When you see a small child scratching his or her bottom, what do you think of? Well, you should be thinking of threadworms that all children seem to get. The answer is always “a good worming.” Yes, we’ve all been down to the chemist shop and bought a packet of ‘worming’ tablets, haven’t we?
However, you should not imagine that ‘worms’ stops there. I can assure you that there are far more dangerous wrigglers out there in the community. And our sandy beaches are the habitat for some of them.
My friends laugh at me when they see me walking along the beach. Instead of letting the cool sand squish between my toes, I wear closed shoes. Does this mean I am a pedantic pedestrian? Or a member of a weird anti-sandal sect? Fortunately it is neither. I am just a trifle afraid of Ancylostoma duodenale. And so should you!
Ancylostoma duodenale is one of the two hookworms that can get their hooks into you (and me if I let them). The other is called Necator americanus. These little chaps are roundworms between 7 to 13 mm long and are far from rare. Approximately one-quarter of the world’s population is infected with Hookworm.
So how do you get infected? Easy, the hookworm eggs are passed in feces (or poop if you prefer) and infection results when you come in contact with the eggs from the contaminated soil. The larvae enter through the skin and travel to the lungs through the blood. They ascend the lungs through the bronchi and trachea and are then swallowed. As the larvae pass into the digestive tract, they attach themselves to the wall of the small intestine. Here they mature into adult worms, mate and feed on the blood of the host. And adult hookworms may live up to ten years.
Unfortunately many hookworm infestations do not produce symptoms; however, there may be local irritation of the skin where the worm penetrated or even an itchy rash. While going through the lungs, there may be asthma-like symptoms or even pneumonia. The most common symptoms of Hookworm infection, however, are from their taking up residence in the intestine. Hookworm here can lead to abdominal pain, diarrhea, weight loss, loss of appetite and excessive gas.

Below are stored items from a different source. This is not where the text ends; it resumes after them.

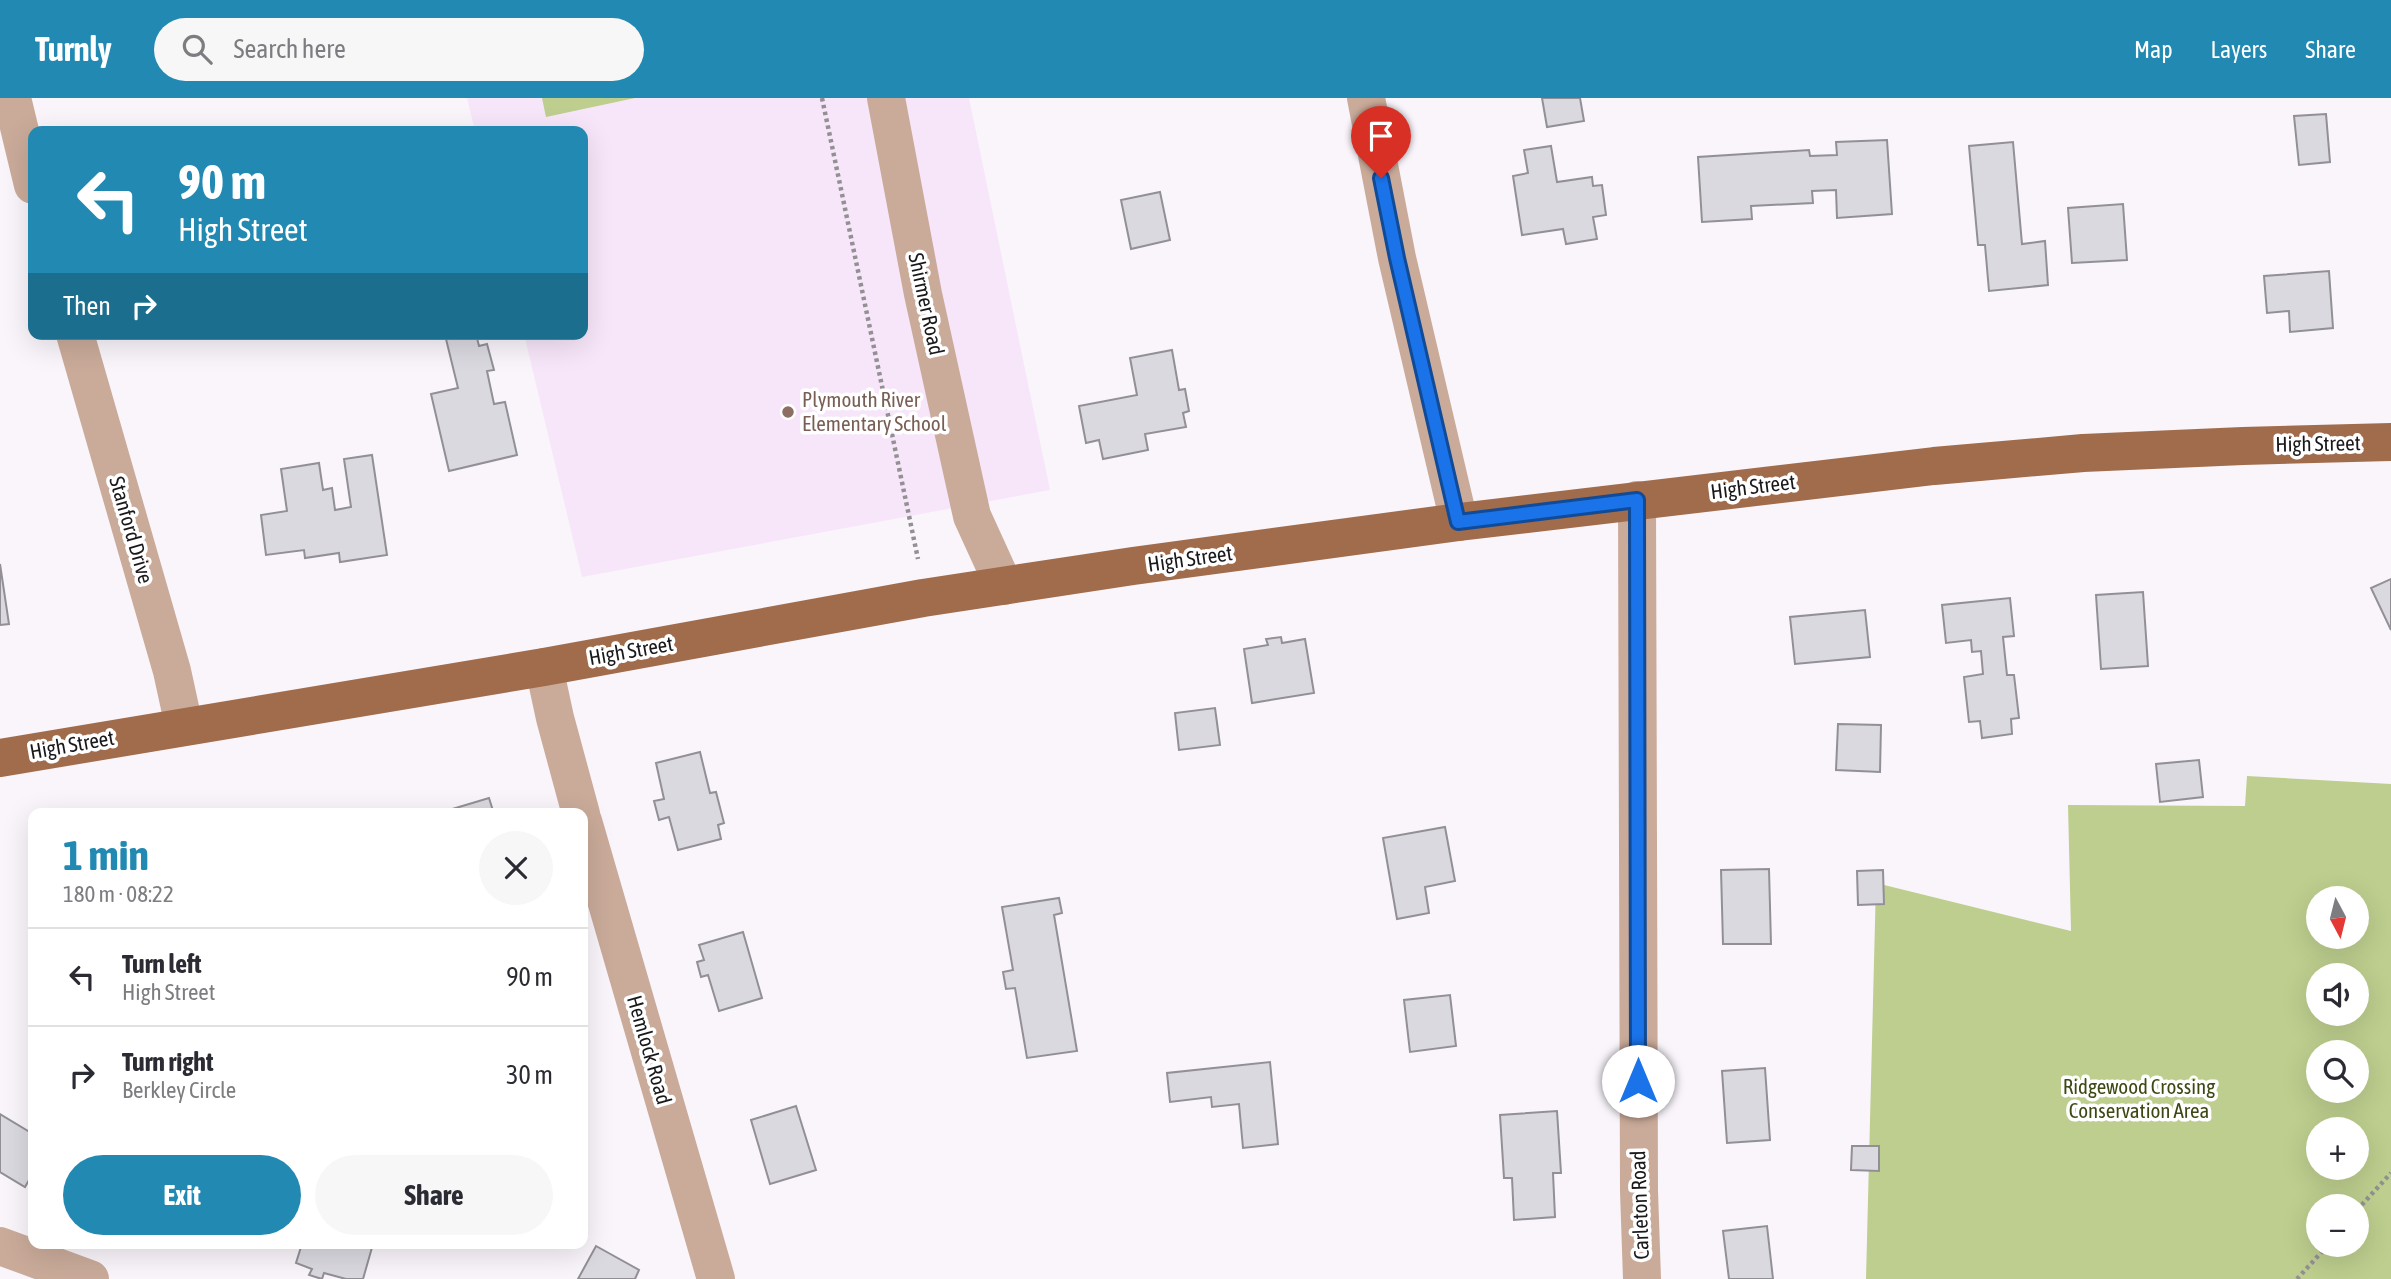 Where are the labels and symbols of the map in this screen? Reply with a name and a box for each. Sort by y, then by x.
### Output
pin [1351,106,1411,178]
street label: Shirmer Road [904,251,950,357]
place label: Plymouth River Elementary School [802,387,947,435]
marker: Plymouth River Elementary School [780,404,796,420]
street label: High Street [2275,430,2361,456]
street label: High Street [1709,469,1797,503]
street label: Stanford Drive [105,473,159,586]
street label: High Street [1146,540,1234,576]
street label: High Street [587,631,675,669]
street label: High Street [28,725,116,763]
north arrow [2306,886,2370,948]
street label: Hemlock Road [623,993,677,1107]
position arrow [1601,1044,1675,1118]
park label: Ridgewood Crossing Conservation Area [2063,1074,2215,1122]
street label: Carleton Road [1625,1150,1653,1260]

With long-standing infections, the intestine’s owner may become anemic as the worms feed on the individual’s blood. This in turn leads to the usual anemic symptoms including pale complexion, tiredness and weakness.
Diagnosis is done by looking for hookworm eggs in the stool (by using a microscope). Blood tests will show the amount of blood loss and can be used as a pointer towards the seriousness of the infestation.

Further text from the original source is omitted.